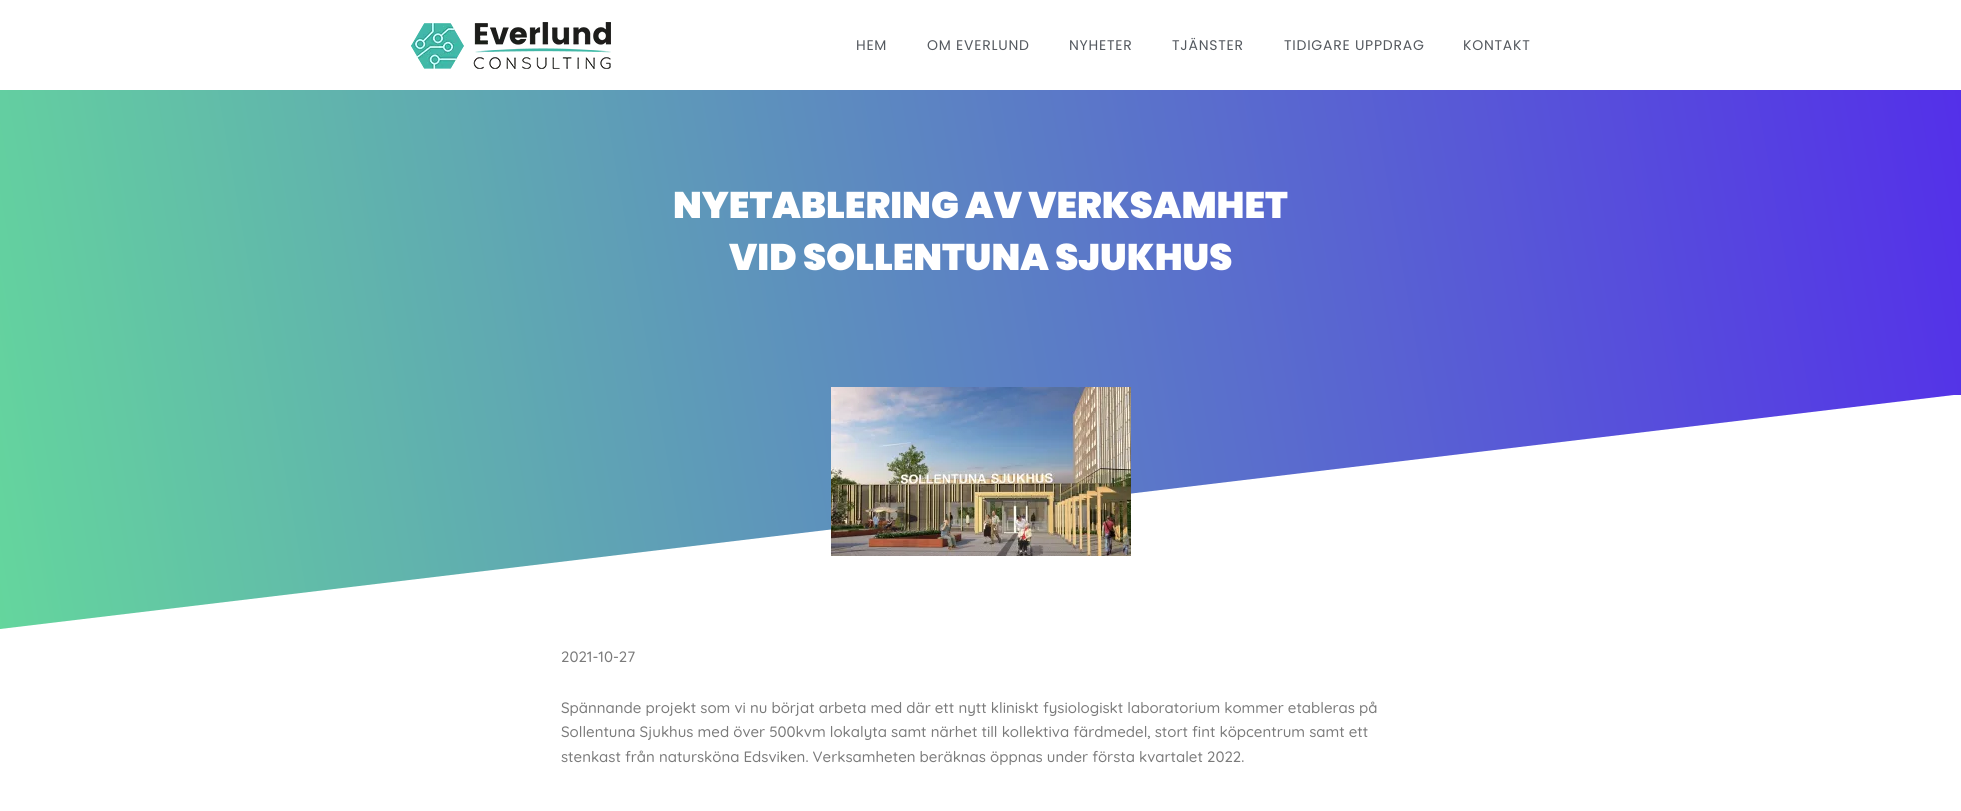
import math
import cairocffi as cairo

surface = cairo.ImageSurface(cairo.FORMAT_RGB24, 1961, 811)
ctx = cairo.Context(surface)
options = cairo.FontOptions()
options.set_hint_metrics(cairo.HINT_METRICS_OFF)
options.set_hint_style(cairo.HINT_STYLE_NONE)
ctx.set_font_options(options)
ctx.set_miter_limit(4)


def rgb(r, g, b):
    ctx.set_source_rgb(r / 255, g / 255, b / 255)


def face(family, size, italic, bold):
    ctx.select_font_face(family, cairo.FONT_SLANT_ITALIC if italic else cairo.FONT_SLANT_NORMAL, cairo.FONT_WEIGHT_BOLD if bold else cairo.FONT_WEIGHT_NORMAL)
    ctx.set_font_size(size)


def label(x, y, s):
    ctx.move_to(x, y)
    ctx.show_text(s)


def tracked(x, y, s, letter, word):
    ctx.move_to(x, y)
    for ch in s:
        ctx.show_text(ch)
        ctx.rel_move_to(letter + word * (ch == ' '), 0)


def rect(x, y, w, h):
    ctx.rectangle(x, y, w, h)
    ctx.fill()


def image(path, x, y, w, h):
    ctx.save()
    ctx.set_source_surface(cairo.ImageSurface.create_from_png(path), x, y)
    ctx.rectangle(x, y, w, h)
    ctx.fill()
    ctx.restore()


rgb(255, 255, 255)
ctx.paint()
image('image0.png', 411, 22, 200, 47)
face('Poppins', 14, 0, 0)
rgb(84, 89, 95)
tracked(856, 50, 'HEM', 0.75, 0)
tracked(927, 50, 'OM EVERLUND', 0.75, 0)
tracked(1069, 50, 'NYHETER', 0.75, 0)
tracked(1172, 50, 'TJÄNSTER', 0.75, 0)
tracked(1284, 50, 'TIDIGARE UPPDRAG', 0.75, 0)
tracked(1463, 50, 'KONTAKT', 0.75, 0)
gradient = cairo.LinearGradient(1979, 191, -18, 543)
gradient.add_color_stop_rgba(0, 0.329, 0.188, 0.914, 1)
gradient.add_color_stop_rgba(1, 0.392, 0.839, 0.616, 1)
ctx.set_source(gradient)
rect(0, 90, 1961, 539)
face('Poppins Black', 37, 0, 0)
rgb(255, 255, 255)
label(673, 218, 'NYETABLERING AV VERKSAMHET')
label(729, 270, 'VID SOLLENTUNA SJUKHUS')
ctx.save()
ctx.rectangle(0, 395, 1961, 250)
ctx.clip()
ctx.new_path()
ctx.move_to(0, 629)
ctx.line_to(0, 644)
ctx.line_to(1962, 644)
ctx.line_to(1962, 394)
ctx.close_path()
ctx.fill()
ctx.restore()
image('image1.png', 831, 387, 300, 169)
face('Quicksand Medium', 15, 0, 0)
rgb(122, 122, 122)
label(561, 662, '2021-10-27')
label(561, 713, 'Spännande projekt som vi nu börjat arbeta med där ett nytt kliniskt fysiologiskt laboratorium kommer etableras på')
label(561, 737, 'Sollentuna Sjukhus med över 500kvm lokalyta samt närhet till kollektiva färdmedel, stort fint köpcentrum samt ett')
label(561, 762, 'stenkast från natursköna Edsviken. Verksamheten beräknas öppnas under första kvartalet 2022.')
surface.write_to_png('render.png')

==============================

- THE TASK: Give solely the number of lines in the data that contain the string "family".

- TASK RESPONSE: 2